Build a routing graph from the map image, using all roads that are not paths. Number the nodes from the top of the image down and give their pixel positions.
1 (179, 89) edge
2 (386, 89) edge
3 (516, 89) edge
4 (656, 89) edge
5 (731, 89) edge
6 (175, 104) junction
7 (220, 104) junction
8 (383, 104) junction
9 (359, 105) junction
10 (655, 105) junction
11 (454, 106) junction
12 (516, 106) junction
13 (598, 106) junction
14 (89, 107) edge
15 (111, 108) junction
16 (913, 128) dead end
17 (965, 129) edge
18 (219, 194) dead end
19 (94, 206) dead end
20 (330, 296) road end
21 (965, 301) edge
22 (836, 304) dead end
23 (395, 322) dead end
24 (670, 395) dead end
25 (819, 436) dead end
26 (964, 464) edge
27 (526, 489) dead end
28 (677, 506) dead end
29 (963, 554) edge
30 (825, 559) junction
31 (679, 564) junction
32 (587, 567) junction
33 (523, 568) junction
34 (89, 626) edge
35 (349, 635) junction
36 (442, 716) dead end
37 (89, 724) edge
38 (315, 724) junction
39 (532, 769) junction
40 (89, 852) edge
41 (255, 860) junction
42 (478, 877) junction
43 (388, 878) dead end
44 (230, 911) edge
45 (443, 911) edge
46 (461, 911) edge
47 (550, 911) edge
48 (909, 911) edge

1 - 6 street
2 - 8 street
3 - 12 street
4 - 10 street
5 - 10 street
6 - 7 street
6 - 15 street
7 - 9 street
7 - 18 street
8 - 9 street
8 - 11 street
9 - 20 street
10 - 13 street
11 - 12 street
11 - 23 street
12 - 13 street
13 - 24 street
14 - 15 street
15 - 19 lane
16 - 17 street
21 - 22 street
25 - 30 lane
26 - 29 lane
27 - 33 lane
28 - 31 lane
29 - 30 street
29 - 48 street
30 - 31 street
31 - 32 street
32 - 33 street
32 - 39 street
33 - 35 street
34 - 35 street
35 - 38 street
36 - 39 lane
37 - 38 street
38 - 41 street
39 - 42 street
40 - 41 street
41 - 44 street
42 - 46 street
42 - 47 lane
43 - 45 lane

===

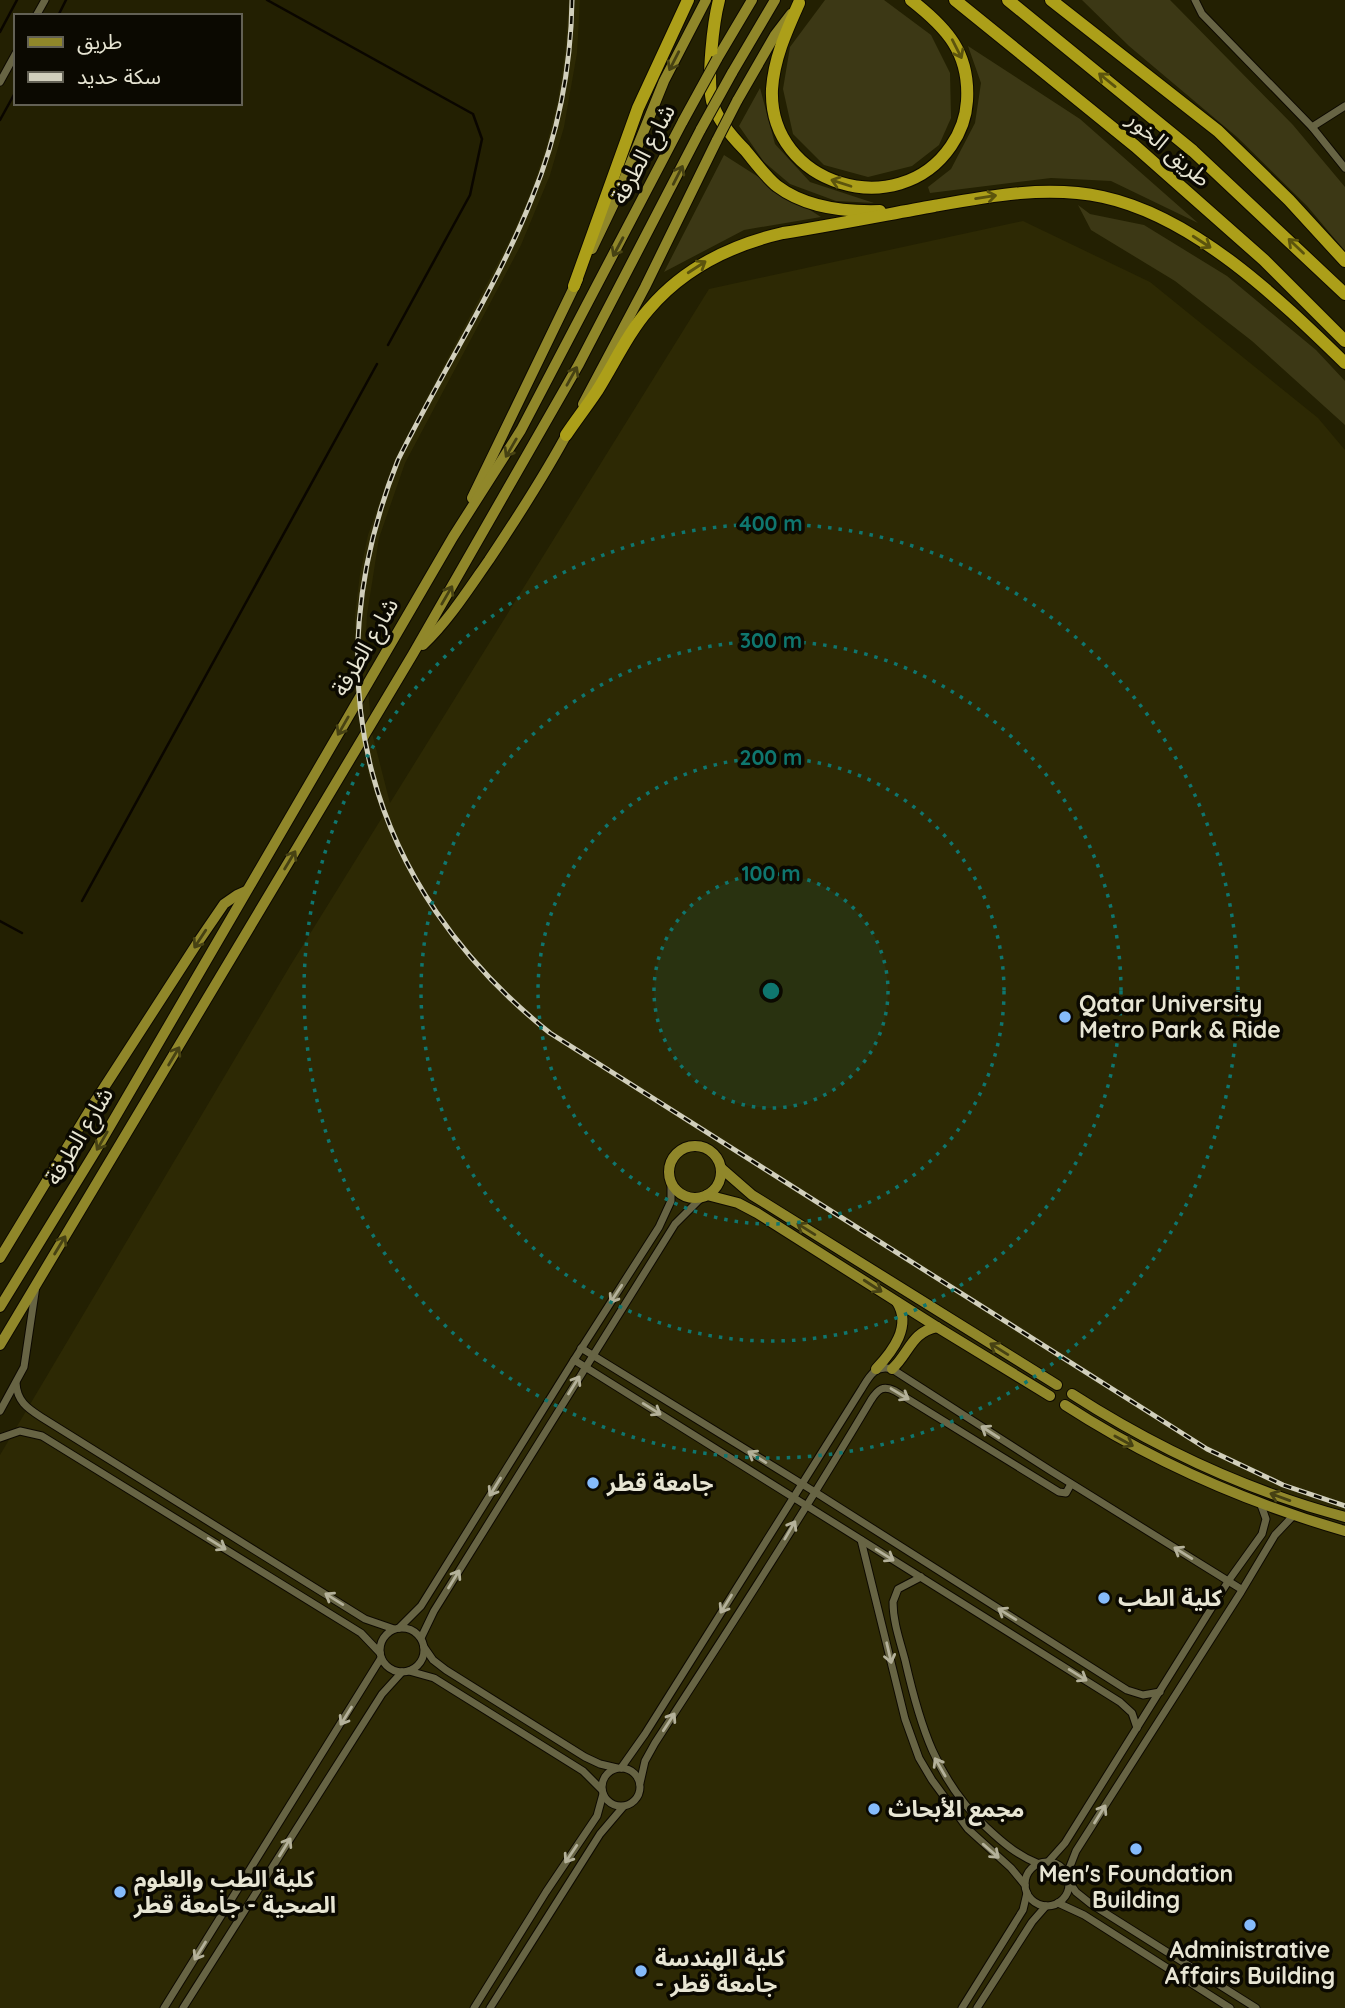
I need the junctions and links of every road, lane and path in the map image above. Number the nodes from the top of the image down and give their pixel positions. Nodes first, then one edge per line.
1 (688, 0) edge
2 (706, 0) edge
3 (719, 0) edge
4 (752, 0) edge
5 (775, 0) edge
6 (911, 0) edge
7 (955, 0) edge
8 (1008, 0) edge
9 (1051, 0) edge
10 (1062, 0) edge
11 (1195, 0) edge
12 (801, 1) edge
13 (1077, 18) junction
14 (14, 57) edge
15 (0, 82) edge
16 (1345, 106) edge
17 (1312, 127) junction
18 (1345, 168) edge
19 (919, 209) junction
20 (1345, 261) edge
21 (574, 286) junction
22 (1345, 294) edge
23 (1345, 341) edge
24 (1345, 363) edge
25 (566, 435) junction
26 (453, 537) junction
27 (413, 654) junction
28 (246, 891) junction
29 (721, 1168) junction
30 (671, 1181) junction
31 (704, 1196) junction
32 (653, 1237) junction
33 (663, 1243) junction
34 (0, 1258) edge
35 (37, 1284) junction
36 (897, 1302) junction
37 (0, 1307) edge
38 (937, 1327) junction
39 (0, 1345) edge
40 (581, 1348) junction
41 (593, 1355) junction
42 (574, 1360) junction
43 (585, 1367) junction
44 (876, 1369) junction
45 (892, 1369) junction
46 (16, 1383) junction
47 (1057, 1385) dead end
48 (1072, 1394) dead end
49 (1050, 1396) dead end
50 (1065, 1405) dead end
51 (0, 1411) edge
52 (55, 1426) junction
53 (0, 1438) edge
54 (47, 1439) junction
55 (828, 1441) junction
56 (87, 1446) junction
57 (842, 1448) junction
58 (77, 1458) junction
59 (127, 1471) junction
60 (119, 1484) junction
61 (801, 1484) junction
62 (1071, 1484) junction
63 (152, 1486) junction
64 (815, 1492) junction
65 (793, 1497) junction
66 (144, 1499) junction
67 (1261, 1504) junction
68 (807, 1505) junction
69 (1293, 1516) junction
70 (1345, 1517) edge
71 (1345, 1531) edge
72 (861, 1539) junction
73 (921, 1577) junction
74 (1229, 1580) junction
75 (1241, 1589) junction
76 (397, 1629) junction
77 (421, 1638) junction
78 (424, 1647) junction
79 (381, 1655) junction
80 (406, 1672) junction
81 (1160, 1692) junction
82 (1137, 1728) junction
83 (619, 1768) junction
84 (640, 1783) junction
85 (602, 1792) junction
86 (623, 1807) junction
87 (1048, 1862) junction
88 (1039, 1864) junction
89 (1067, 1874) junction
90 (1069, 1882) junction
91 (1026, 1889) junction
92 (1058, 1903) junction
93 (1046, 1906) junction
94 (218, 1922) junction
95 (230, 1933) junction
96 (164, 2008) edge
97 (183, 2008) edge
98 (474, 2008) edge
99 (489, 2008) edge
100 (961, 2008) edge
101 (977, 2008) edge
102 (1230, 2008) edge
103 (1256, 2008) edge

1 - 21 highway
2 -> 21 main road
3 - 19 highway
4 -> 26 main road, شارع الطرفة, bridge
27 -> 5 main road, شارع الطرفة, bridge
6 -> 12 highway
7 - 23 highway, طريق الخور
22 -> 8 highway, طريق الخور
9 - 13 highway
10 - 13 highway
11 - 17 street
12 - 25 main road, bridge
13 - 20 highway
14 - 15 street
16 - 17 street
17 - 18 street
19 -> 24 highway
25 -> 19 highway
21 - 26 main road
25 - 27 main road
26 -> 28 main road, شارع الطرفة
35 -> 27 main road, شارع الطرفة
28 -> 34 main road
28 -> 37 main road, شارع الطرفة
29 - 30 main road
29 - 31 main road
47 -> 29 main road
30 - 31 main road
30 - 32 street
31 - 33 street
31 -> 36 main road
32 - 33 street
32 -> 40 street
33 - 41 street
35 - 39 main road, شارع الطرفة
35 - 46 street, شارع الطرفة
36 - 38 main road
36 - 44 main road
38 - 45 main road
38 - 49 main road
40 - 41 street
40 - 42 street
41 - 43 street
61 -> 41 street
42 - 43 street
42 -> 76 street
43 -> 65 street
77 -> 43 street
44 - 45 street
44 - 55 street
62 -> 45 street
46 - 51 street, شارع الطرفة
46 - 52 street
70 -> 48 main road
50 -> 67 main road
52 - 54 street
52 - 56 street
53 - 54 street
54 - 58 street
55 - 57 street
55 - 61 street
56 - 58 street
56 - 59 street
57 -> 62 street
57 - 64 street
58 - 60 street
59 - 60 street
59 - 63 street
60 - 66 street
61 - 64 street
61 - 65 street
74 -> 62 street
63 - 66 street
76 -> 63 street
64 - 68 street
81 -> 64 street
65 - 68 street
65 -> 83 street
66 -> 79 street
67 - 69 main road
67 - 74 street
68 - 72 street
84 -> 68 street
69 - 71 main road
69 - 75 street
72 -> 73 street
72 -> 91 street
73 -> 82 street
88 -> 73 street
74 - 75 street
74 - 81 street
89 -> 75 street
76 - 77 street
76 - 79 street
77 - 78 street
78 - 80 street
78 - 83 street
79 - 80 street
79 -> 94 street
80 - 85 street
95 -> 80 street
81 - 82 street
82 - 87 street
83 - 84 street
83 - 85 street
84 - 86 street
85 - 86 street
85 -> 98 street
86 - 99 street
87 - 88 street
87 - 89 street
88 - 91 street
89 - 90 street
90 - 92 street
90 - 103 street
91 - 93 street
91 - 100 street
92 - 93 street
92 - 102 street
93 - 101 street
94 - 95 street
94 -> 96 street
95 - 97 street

===

Looking at the listing above, how many of its lines contain the string "طريق"? Give the number alone.

• _Completed task_
2